Judith Watler is a landlord’s dream. She’s lived in Mattapan, a blue-collar Boston neighborhood, her entire life. She’s worked for the same healthcare company for 20 years. Her family rented their last apartment for 15 years until May, when they moved into a duplex blocks from the church where the Watlers married and their children were baptized.

But last fall, Mrs. Watler’s landlord defaulted on his mortgage and Deutsche Bank foreclosed on the building. Now, the bank wants her family out.

Nationwide, as many as 40 percent of families facing foreclosure-related evictions are renters, and stories like Watler’s are drawing fresh attention. Congress and 13 states are considering laws to protect responsible renters and prevent communities from the blight of abandoned buildings that are stripped even of their copper fittings by scavengers, driving down property values.

Earlier this month, Rep. Keith Ellison (D) of Minnesota introduced new legislation that would give tenants who rent on a month-to-month basis 90 days notice after a foreclosure before they have to leave their homes.

Likewise, Rhode Island and Nevada are considering laws that would give tenants more notice when their buildings enter foreclosure. Massachusetts and Connecticut are considering going further with so-called “just cause” eviction laws that allow tenants in good standing to stay in their foreclosed rental homes until they are sold at auction.

The problem is particularly acute in the Northeast, according to the National Low Income Housing Coalition. By their estimates more than 50 percent of foreclosure-related evictions in some Northeastern cities involve renters.

‘No copper left’

The result is most apparent in neighborhoods like Mattapan. Drug users now hang out in vacant buildings, and crime is rising. Watler says she worries when her kids walk even the short distance to the bus stop. “The longer these houses are empty, the more trouble it’s going to create,” she says.

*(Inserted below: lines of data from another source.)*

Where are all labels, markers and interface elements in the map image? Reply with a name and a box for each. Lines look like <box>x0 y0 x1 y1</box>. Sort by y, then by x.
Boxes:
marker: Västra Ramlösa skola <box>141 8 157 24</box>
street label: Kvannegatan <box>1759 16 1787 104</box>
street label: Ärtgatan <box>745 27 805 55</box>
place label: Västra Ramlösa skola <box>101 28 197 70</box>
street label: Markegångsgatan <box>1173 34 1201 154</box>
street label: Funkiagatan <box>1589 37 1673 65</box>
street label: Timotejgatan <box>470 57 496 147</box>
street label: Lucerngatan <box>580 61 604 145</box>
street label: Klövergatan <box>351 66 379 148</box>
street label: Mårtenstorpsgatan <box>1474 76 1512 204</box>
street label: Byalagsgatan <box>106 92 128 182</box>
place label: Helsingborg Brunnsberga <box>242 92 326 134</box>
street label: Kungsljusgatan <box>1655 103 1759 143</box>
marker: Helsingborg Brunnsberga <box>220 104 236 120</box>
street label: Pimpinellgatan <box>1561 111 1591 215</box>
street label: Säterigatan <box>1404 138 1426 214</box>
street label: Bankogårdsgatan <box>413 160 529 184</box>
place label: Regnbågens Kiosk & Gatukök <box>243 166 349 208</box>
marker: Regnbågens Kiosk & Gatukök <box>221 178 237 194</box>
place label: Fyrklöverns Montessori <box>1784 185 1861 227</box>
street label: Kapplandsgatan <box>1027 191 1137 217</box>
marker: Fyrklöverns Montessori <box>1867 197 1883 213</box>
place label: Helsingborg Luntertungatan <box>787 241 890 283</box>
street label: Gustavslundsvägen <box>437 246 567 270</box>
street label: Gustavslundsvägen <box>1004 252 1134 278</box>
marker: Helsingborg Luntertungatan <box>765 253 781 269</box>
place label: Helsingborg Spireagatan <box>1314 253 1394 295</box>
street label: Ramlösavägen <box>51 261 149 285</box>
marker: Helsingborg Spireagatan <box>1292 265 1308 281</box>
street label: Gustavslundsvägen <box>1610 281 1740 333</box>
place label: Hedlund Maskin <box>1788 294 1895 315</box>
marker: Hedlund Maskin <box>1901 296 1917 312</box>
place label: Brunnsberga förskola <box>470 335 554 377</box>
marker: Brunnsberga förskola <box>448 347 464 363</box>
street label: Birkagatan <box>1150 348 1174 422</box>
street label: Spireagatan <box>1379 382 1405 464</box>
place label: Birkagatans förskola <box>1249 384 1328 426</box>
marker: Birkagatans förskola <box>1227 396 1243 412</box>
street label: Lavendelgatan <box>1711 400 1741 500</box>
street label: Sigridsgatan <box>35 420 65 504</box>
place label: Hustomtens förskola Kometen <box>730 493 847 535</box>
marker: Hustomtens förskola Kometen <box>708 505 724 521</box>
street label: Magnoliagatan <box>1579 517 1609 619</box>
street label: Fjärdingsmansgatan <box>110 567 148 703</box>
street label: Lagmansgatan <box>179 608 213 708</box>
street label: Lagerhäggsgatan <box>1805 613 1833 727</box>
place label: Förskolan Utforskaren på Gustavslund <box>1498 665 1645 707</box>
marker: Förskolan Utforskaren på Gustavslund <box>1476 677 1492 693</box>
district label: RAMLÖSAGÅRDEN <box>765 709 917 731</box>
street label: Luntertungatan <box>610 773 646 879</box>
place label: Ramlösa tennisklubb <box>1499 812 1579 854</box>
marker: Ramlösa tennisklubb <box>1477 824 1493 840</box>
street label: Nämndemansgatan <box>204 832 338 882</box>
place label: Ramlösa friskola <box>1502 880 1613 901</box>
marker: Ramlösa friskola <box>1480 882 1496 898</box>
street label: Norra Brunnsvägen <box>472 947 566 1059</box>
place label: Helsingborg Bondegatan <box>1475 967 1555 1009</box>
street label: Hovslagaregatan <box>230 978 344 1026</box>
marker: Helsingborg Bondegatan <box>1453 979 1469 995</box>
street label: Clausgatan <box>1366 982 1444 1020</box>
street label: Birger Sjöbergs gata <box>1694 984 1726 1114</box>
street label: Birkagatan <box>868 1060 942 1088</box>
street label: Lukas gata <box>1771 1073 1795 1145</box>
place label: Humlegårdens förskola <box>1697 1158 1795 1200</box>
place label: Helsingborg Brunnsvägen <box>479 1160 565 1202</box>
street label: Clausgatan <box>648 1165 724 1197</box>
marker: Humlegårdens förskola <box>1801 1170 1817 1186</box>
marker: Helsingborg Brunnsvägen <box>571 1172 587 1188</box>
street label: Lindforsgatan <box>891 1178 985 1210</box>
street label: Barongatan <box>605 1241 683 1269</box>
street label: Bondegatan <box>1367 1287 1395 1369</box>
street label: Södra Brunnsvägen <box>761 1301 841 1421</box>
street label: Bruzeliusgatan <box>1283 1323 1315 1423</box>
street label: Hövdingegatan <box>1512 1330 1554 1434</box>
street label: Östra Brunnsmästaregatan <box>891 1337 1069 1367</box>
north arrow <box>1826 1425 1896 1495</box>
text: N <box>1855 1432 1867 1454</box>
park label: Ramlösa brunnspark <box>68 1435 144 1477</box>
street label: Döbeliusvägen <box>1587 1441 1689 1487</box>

The scene is similar in the west end of Providence, R.I. The streets of the predominantly minority neighborhood are studded with deserted and derelict buildings. Many have been on the market for more than a year. Some are intact, but most have broken windows and yards full of garbage and debris. One has a message written on its boarded-over door for would-be scavengers: “no copper left.”

A few blocks away at La Execelencia restaurant, employee Gracia Bello says business is way down. “It used to be full. Now there’s nobody,” she says, standing over a hot line of Dominican stews. On good days, the restaurant did about $700 a day in business, now it’s down to $150 a day, she adds.

Mabel Cabrera is one of the renters who might be forced to leave town. She’s facing eviction for the second time in two years – both times because banks foreclosed on her landlords. For several months after the first eviction, she and her three daughters shared a single rented room. Now in a larger apartment, that building has also entered foreclosure.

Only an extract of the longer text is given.